Go through the listing below and show each line that has the word "Canyon".

···

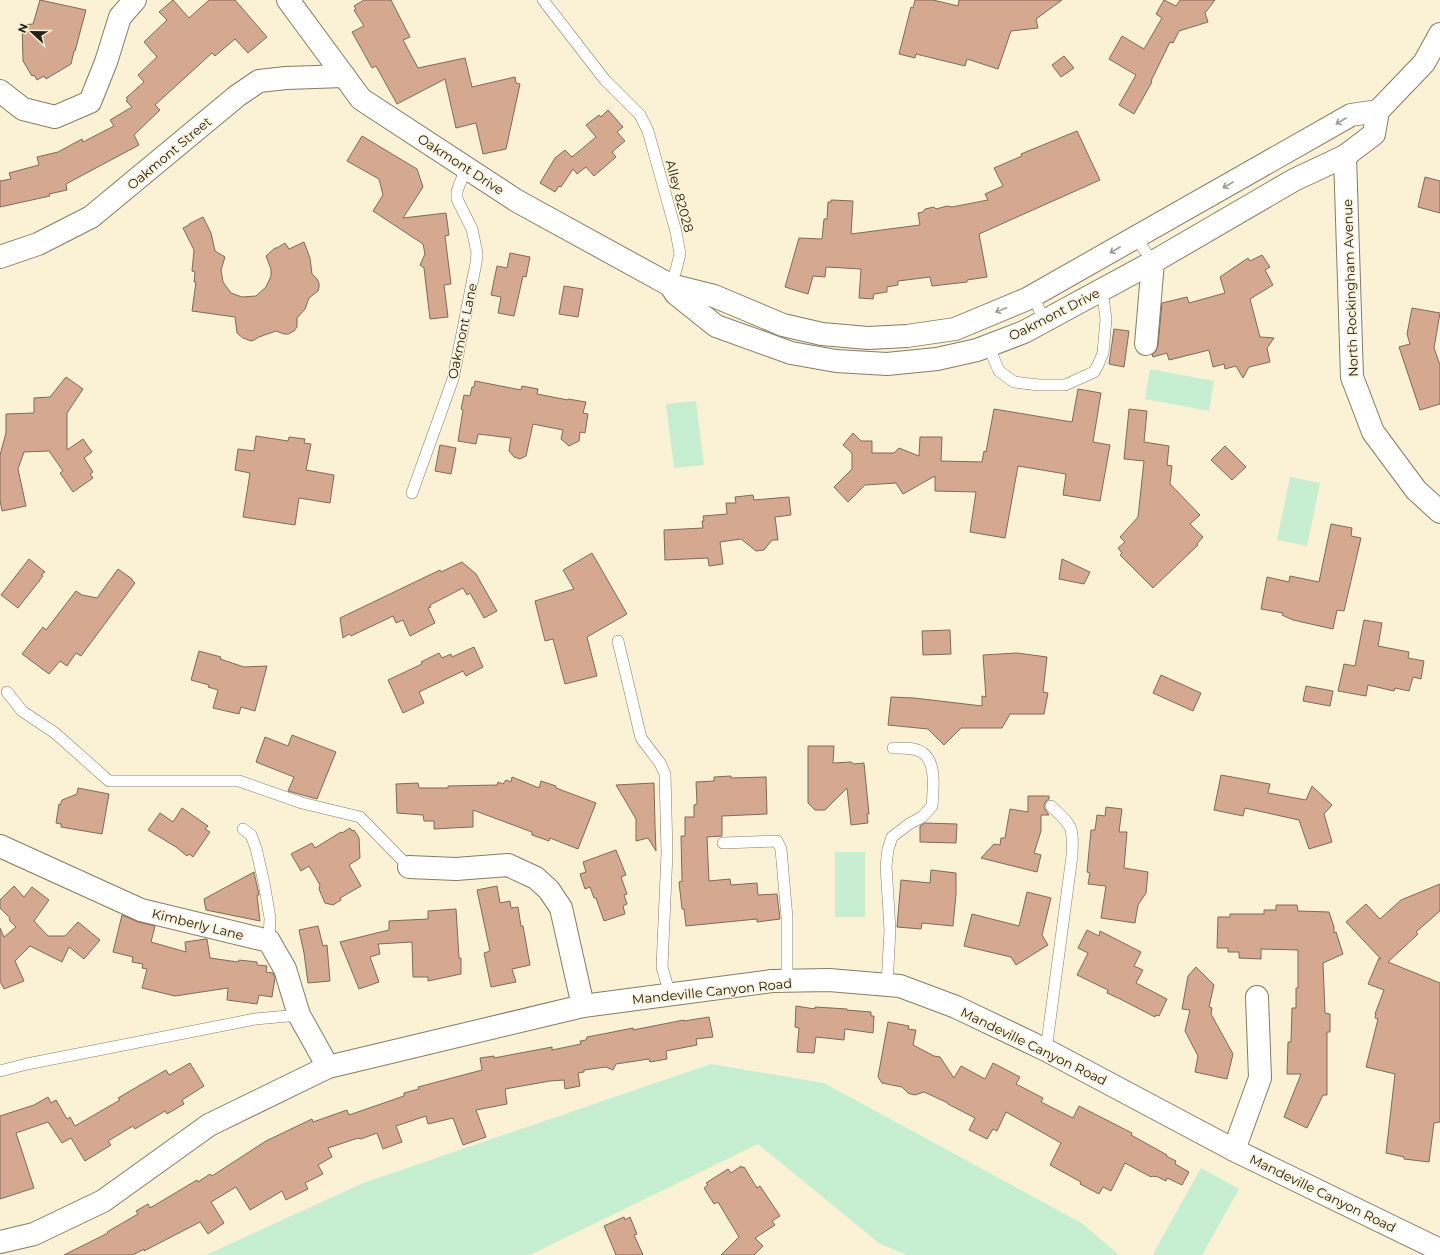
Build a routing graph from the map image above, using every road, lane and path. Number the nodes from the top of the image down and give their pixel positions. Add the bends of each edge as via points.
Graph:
1 (135, 0) edge
2 (288, 0) edge
3 (543, 0) edge
4 (1440, 34) edge
5 (1432, 66) edge
6 (344, 76) junction
7 (0, 91) edge
8 (1378, 111) junction
9 (1345, 156) junction
10 (466, 168) junction
11 (1136, 238) junction
12 (0, 257) edge
13 (1153, 262) junction
14 (670, 285) junction
15 (1102, 289) junction
16 (1033, 296) junction
17 (1044, 320) junction
18 (955, 329) junction
19 (819, 334) junction
20 (1146, 344) dead end
21 (988, 345) junction
22 (960, 354) junction
23 (814, 357) junction
24 (412, 493) dead end
25 (1440, 512) edge
26 (618, 642) dead end
27 (8, 692) dead end
28 (893, 748) dead end
29 (1051, 806) dead end
30 (243, 829) dead end
31 (723, 843) dead end
32 (0, 846) edge
33 (409, 867) joint
34 (269, 942) junction
35 (787, 981) junction
36 (886, 985) junction
37 (670, 995) junction
38 (1257, 997) dead end
39 (582, 1006) junction
40 (299, 1015) junction
41 (1046, 1050) junction
42 (328, 1067) junction
43 (0, 1071) edge
44 (1234, 1150) junction
45 (0, 1242) edge
46 (1440, 1250) edge

1 - 7 street via 120,17 90,102 55,116 23,109
2 - 6 street, Oakmont Drive
3 - 14 lane, Alley 82028 via 605,80 640,115 648,131 680,254
4 - 5 street
5 - 8 street
6 - 10 street, Oakmont Drive via 361,99
6 - 12 street, Oakmont Street via 259,81 237,96 91,217 38,244
8 - 9 street, Oakmont Drive via 1374,134
8 -> 11 street, Oakmont Drive via 1351,115
9 - 13 street, Oakmont Drive via 1294,180
9 - 25 street, North Rockingham Avenue via 1352,377 1374,432 1416,490
10 - 14 street, Oakmont Drive via 517,201
10 - 24 lane, Oakmont Lane via 457,191 457,199 472,229 477,253 476,263 453,379
11 - 13 lane
11 -> 16 street, Oakmont Drive
13 - 15 street, Oakmont Drive
13 - 20 street
14 - 19 street, Oakmont Drive via 714,296 783,325
14 - 23 street, Oakmont Drive via 676,294 716,326 791,353
15 - 17 street, Oakmont Drive
15 - 21 lane via 1106,319 1103,353 1094,372 1088,375 1065,385 1014,382 999,371
16 - 17 lane
16 -> 18 street, Oakmont Drive
17 - 21 street, Oakmont Drive via 1024,332
18 - 19 street, Oakmont Drive via 907,336 868,338
18 - 22 lane
19 - 23 lane
21 - 22 street, Oakmont Drive
22 - 23 street, Oakmont Drive via 888,364 836,362
26 - 37 lane via 641,738 665,774 667,853 662,967
27 - 33 lane via 22,711 55,733 109,781 239,781 302,803 360,817
28 - 36 lane via 923,752 930,761 933,782 932,806 922,817 892,837 888,849 886,866 890,930
29 - 41 lane via 1069,822 1073,832
30 - 34 lane via 251,835 256,848 270,918
31 - 35 lane via 777,841 781,849 787,918
32 - 34 street, Kimberly Lane via 140,910
33 - 39 street via 456,869 508,865 536,878 549,890 561,908
34 - 40 street via 285,968
35 - 36 street, Mandeville Canyon Road via 829,980
35 - 37 street, Mandeville Canyon Road
36 - 41 street, Mandeville Canyon Road via 900,986 956,1007
37 - 39 street, Mandeville Canyon Road
38 - 44 street via 1260,1078
39 - 42 street, Mandeville Canyon Road
40 - 42 street
40 - 43 lane via 255,1019
41 - 44 street, Mandeville Canyon Road
42 - 45 street, Mandeville Canyon Road via 209,1125 103,1201 34,1234
44 - 46 street, Mandeville Canyon Road

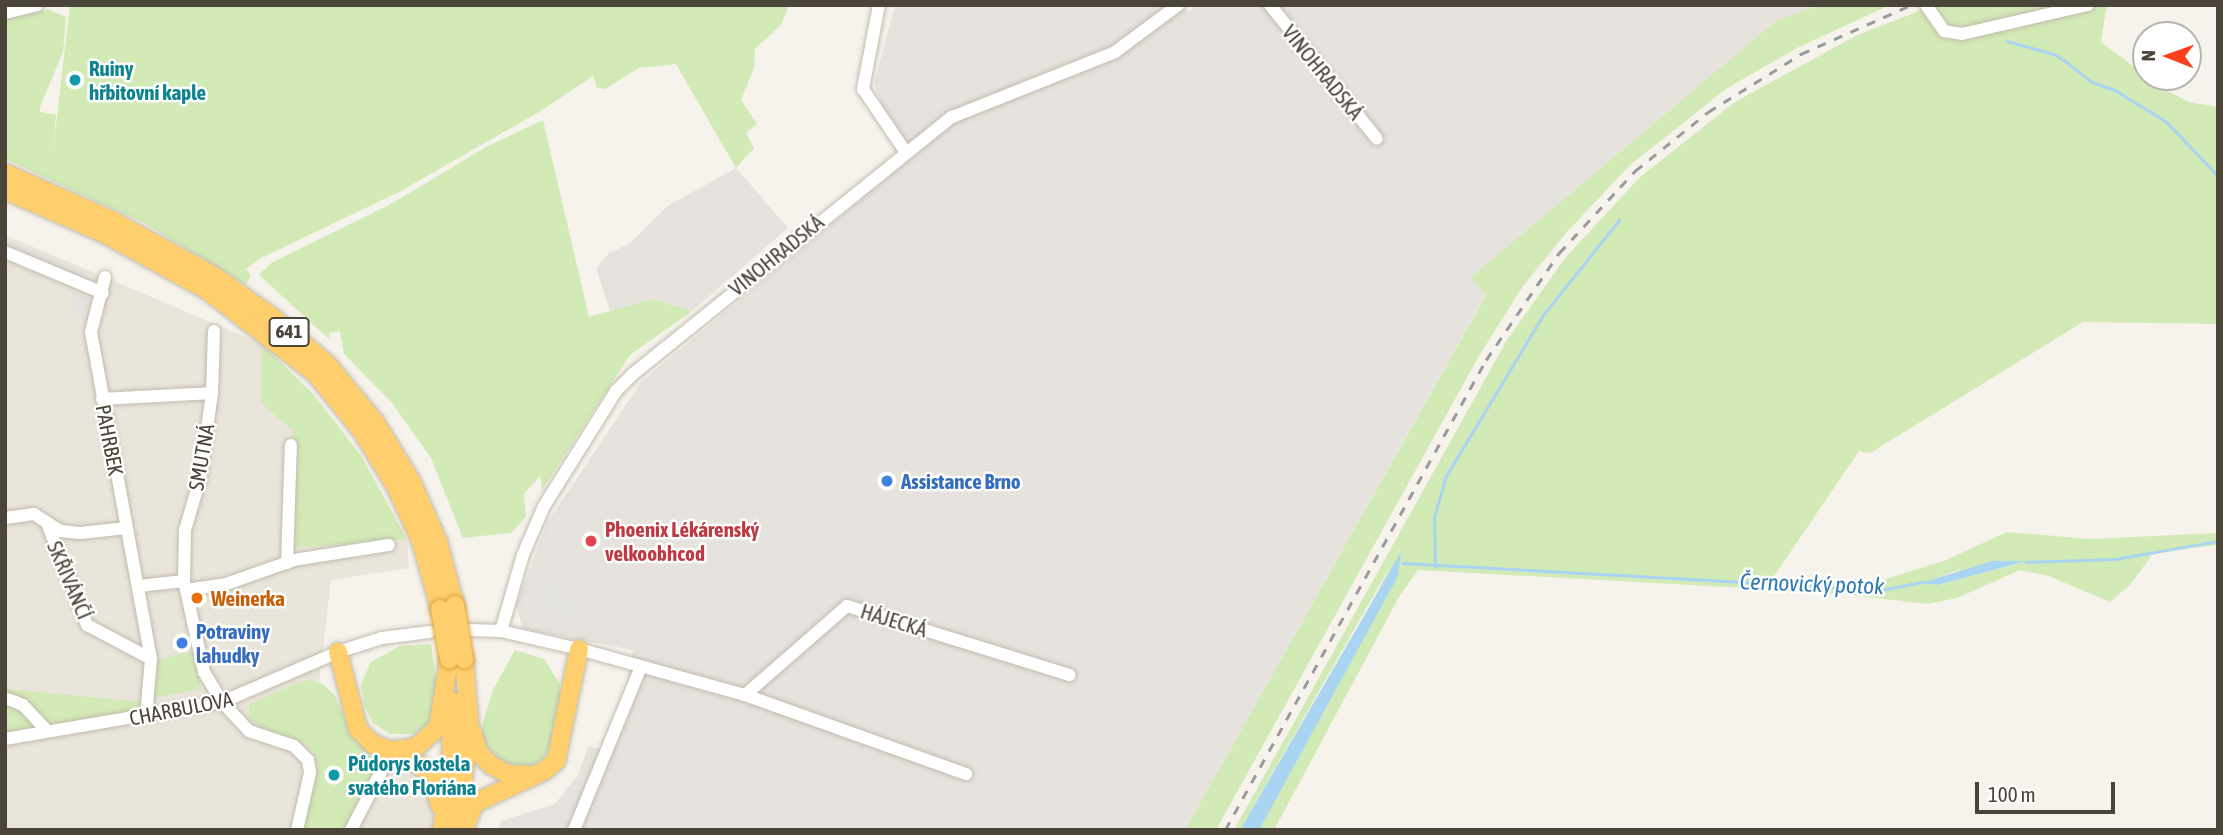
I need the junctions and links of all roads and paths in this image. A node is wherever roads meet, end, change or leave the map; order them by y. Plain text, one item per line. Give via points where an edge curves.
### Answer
1 (37, 5) edge
2 (879, 5) edge
3 (1178, 5) edge
4 (1270, 5) edge
5 (1926, 5) edge
6 (2088, 5) edge
7 (5, 13) edge
8 (1377, 139) dead end
9 (905, 151) junction
10 (5, 173) edge
11 (5, 190) edge
12 (5, 252) edge
13 (105, 276) dead end
14 (103, 293) junction
15 (214, 331) dead end
16 (212, 393) junction
17 (102, 399) junction
18 (291, 446) dead end
19 (5, 518) edge
20 (47, 523) junction
21 (127, 528) junction
22 (389, 545) dead end
23 (287, 563) junction
24 (139, 586) junction
25 (185, 586) junction
26 (448, 607) junction
27 (470, 630) dead end
28 (501, 631) junction
29 (430, 632) dead end
30 (579, 649) junction
31 (338, 652) junction
32 (151, 659) junction
33 (456, 659) junction
34 (641, 667) junction
35 (1070, 676) dead end
36 (745, 695) junction
37 (5, 698) edge
38 (222, 702) junction
39 (146, 716) junction
40 (469, 720) junction
41 (47, 732) junction
42 (5, 738) edge
43 (398, 751) junction
44 (383, 768) dead end
45 (540, 774) junction
46 (966, 774) dead end
47 (297, 830) edge
48 (351, 830) edge
49 (442, 830) edge
50 (460, 830) edge
51 (574, 830) edge

1 - 7 street
2 - 9 street via 863,89
3 - 9 street, VINOHRADSKÁ via 1115,52 977,105
4 - 8 street, VINOHRADSKÁ
5 - 6 street via 1944,31 1962,34
9 - 28 street, VINOHRADSKÁ via 719,300 616,391 544,506 523,555
10 - 26 highway, 641 via 111,220 214,276 271,316 328,365 376,422 411,481 438,542
11 - 26 highway, 641 via 105,234 207,290 316,374 362,431 396,487
12 - 14 street
13 - 14 street, PAHRBEK
14 - 17 street, PAHRBEK via 91,332
15 - 16 street, SMUTNÁ
16 - 17 street
16 - 25 street, SMUTNÁ via 200,479 185,530
17 - 21 street, PAHRBEK
18 - 23 street
19 - 20 street, SKŘIVÁNČÍ via 34,514
20 - 21 street via 80,533
20 - 32 street, SKŘIVÁNČÍ via 87,625
21 - 24 street, PAHRBEK
22 - 23 street
23 - 25 street via 226,584
24 - 25 street
24 - 32 street, PAHRBEK
25 - 38 street, SMUTNÁ via 204,671
26 - 33 highway, 641, bridge
27 - 28 street
28 - 30 street
29 - 31 street, CHARBULOVA via 382,638
30 - 34 street
30 - 45 highway via 562,745 554,764
31 - 38 street, CHARBULOVA
31 - 43 highway via 358,729 373,744
32 - 39 street, PAHRBEK
33 - 40 highway, 641
33 - 43 highway via 438,728 421,744
33 - 49 highway, 641
34 - 36 street
34 - 51 street
35 - 36 street, HÁJECKÁ via 847,606
36 - 46 street
37 - 41 street via 36,715
38 - 39 street, CHARBULOVA
38 - 47 street, SMUTNÁ via 249,731 293,746 308,760 310,773
39 - 41 street, CHARBULOVA
40 - 45 highway via 477,749 491,765 513,775
40 - 50 highway, 641
41 - 42 street, CHARBULOVA
43 - 49 highway via 435,778
44 - 48 street
45 - 50 highway via 475,803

···

* [Response]
35 - 36 street, Mandeville Canyon Road via 829,980
35 - 37 street, Mandeville Canyon Road
36 - 41 street, Mandeville Canyon Road via 900,986 956,1007
37 - 39 street, Mandeville Canyon Road
39 - 42 street, Mandeville Canyon Road
41 - 44 street, Mandeville Canyon Road
42 - 45 street, Mandeville Canyon Road via 209,1125 103,1201 34,1234
44 - 46 street, Mandeville Canyon Road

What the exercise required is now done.